[TASK DIRECTIONS] Only lines with the string "word" should be returned from the data below.
◆ ◆ ◆ ◆
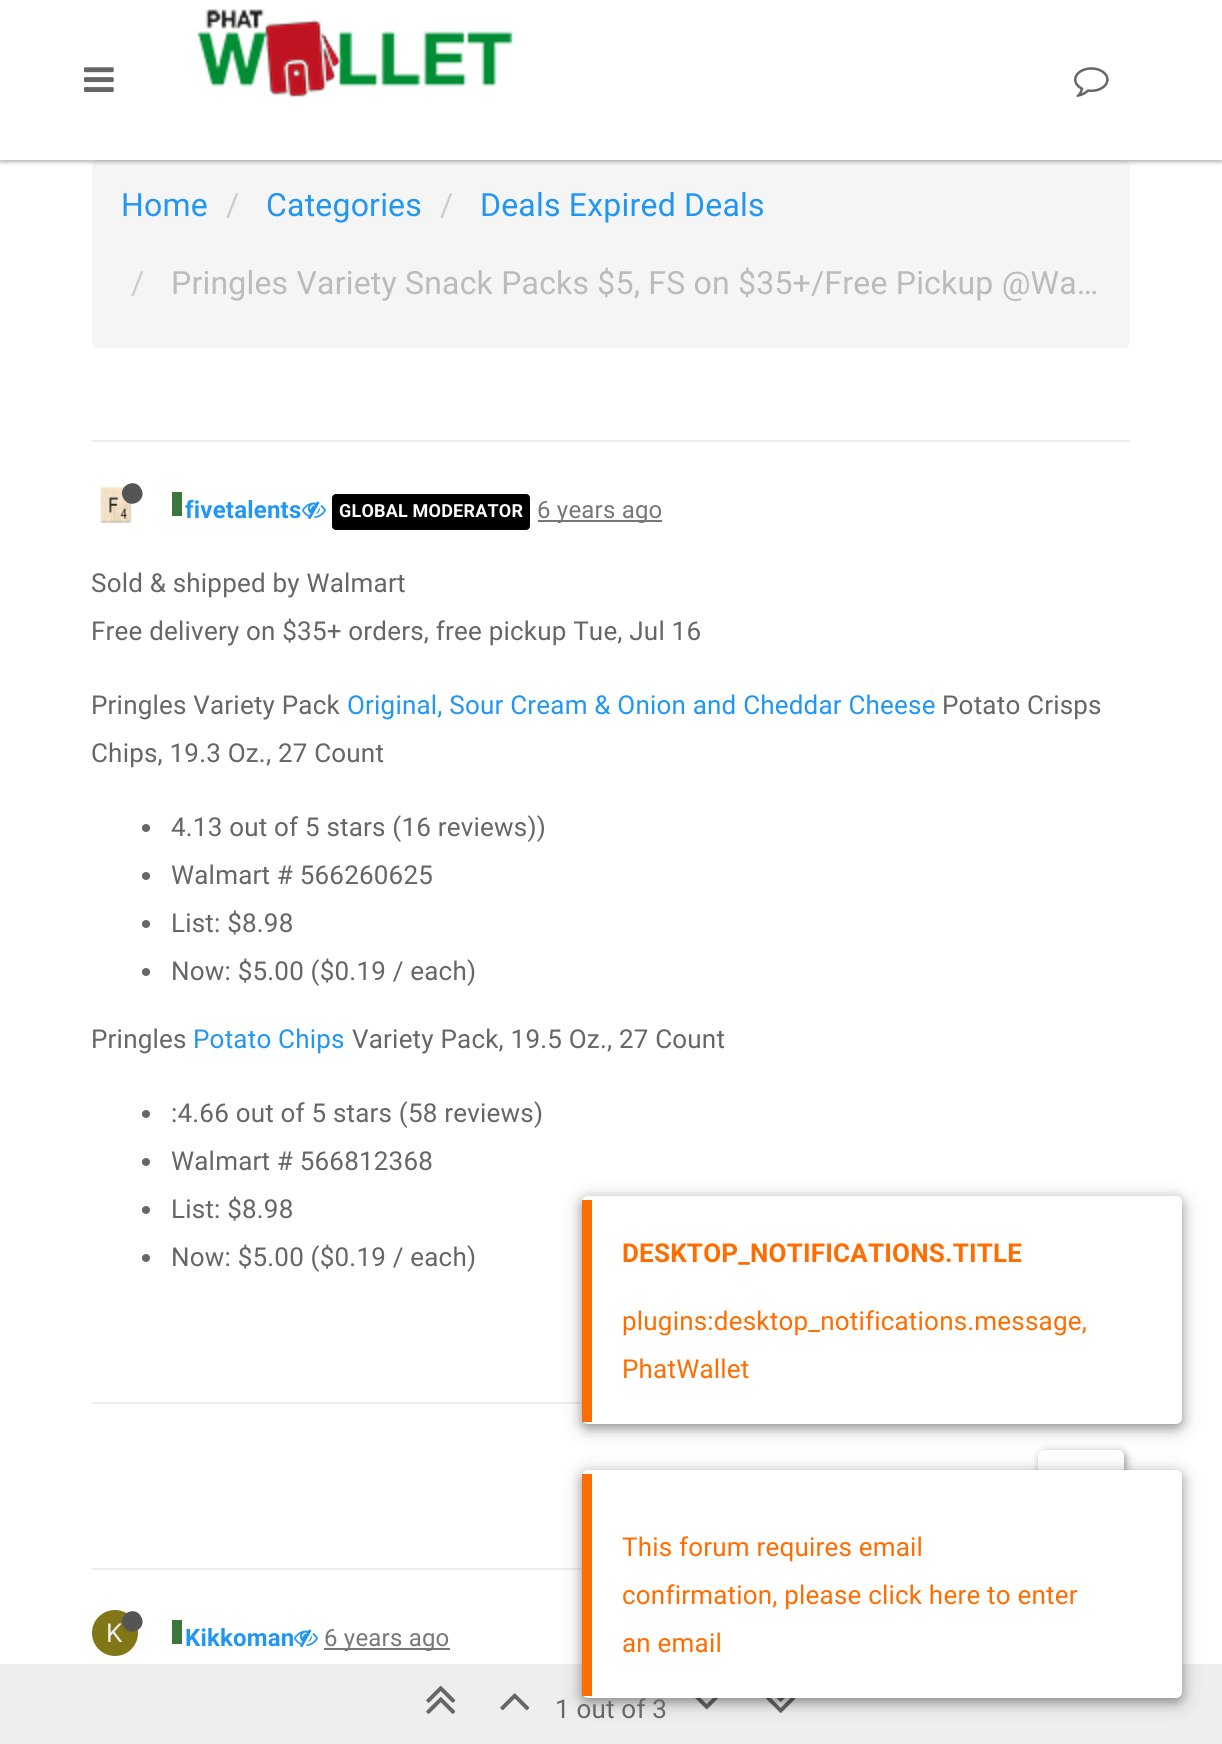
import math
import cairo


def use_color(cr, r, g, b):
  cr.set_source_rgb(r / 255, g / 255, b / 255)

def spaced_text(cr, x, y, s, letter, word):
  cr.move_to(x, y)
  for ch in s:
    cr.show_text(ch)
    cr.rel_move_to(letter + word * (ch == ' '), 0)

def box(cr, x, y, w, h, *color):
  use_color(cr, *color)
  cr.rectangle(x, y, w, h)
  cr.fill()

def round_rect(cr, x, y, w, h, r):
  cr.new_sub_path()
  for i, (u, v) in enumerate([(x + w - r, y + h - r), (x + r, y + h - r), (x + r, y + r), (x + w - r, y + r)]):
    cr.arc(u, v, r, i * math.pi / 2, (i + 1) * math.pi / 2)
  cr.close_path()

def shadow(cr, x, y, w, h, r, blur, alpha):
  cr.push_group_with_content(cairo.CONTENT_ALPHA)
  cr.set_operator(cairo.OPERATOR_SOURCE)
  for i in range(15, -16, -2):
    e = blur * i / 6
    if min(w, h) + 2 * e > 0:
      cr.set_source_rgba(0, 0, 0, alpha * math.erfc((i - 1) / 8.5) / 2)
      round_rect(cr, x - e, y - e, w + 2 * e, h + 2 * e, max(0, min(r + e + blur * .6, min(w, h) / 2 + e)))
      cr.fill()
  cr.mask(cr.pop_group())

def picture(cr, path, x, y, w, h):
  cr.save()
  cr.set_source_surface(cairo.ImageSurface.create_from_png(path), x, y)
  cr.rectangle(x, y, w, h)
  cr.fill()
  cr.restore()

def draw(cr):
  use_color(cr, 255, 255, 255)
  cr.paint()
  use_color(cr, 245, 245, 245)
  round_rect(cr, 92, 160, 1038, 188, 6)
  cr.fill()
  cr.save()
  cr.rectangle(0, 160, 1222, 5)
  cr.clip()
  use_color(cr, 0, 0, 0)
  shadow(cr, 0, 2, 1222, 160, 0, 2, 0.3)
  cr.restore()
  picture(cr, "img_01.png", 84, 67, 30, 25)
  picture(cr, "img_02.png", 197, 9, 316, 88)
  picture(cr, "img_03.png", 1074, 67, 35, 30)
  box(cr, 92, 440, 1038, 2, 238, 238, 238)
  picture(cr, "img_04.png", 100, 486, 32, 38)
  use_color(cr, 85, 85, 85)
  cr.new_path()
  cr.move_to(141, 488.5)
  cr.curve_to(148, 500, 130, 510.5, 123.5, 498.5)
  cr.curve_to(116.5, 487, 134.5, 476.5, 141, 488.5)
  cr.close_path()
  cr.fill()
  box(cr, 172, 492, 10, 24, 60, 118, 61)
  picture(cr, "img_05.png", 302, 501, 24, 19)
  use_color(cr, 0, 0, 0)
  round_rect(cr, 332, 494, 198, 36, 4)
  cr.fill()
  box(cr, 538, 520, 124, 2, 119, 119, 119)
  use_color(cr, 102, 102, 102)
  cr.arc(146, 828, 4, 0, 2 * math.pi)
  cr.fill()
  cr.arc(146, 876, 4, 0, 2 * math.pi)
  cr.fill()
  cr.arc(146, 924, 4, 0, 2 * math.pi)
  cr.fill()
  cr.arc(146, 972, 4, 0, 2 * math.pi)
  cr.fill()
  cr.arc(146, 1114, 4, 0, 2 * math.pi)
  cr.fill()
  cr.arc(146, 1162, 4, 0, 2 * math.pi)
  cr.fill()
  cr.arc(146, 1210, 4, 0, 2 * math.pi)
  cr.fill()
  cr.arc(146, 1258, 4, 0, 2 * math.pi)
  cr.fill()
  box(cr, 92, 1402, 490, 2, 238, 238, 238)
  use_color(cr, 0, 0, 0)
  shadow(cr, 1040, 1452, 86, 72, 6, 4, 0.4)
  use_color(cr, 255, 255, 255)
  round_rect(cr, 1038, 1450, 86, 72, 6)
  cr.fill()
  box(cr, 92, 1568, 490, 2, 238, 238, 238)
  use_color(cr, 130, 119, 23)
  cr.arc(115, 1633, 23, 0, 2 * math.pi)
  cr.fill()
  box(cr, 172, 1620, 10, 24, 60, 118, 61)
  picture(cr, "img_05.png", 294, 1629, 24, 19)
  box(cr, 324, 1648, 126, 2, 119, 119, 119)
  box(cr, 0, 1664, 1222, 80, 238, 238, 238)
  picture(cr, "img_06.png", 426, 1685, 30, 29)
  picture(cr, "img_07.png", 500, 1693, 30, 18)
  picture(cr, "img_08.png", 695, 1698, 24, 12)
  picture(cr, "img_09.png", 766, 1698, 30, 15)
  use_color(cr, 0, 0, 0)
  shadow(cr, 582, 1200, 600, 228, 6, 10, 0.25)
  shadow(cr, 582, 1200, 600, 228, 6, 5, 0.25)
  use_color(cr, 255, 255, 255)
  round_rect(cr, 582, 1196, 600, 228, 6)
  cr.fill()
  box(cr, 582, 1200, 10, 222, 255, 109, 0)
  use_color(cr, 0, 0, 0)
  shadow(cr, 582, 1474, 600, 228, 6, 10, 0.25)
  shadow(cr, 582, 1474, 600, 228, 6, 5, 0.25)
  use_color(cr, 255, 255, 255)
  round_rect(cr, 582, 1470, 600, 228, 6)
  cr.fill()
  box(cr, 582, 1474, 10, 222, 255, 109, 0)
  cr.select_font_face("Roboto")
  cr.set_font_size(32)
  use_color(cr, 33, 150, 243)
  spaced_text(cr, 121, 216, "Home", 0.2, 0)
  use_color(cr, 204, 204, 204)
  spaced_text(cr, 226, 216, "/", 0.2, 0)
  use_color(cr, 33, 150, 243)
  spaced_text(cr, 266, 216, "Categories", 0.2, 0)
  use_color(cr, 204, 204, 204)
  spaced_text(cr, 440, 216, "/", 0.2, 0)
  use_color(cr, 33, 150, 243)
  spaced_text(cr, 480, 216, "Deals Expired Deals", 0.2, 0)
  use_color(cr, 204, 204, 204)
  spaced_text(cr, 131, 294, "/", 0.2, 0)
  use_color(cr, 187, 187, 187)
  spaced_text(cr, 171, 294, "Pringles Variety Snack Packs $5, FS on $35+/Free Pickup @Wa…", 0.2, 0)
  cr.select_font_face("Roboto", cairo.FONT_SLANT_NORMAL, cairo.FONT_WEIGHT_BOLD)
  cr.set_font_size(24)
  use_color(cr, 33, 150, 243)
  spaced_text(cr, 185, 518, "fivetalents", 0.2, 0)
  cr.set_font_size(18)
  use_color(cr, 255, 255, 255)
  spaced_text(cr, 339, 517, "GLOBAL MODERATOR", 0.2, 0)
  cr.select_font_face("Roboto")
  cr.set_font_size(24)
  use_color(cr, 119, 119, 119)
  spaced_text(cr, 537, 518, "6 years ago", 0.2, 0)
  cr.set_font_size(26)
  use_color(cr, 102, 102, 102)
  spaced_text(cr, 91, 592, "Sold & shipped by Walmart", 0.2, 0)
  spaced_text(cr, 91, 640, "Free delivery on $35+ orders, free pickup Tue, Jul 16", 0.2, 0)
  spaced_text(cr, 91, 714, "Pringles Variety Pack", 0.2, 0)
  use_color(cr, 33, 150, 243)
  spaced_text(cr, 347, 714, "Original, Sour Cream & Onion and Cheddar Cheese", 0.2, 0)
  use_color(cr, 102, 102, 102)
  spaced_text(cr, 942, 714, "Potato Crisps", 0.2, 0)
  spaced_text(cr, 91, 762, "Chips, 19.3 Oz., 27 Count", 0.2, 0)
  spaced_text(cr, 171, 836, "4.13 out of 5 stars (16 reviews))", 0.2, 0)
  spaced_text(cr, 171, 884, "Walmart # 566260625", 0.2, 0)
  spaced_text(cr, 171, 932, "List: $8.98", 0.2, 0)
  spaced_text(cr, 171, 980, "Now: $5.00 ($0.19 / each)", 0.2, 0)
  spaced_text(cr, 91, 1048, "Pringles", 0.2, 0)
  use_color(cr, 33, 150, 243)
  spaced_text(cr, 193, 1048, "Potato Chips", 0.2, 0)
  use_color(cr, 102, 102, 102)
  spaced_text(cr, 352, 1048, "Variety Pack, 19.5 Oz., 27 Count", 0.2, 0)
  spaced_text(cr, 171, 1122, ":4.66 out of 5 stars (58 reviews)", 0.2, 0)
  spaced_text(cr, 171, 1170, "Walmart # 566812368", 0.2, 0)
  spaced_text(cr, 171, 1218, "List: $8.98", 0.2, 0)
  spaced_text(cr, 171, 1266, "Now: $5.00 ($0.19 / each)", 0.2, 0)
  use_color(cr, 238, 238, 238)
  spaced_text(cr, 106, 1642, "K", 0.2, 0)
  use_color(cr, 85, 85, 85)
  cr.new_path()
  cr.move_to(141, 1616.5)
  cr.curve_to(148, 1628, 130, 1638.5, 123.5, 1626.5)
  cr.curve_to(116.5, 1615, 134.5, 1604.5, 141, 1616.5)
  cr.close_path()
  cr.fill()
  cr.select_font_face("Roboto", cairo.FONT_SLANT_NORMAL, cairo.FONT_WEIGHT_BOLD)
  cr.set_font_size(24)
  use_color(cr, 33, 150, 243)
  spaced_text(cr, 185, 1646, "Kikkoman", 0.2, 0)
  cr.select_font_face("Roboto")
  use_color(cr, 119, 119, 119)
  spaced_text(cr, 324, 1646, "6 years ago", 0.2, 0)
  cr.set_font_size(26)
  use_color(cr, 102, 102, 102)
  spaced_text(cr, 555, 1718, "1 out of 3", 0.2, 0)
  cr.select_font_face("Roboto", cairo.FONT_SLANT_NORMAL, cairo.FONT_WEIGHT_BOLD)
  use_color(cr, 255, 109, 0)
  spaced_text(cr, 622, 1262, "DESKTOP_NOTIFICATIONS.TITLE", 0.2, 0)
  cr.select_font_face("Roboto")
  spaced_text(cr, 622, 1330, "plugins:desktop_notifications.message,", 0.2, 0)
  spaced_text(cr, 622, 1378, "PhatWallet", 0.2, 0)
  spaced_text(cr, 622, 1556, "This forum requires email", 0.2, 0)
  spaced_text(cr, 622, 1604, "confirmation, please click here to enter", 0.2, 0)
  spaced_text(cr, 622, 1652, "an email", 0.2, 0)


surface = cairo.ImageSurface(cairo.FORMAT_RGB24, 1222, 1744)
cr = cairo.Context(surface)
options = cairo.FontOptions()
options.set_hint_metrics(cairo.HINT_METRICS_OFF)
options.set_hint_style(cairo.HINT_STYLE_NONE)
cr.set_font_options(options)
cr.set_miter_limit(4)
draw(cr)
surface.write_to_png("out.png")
◆ ◆ ◆ ◆
[EXPECTED OUTPUT]
def spaced_text(cr, x, y, s, letter, word):
    cr.rel_move_to(letter + word * (ch == ' '), 0)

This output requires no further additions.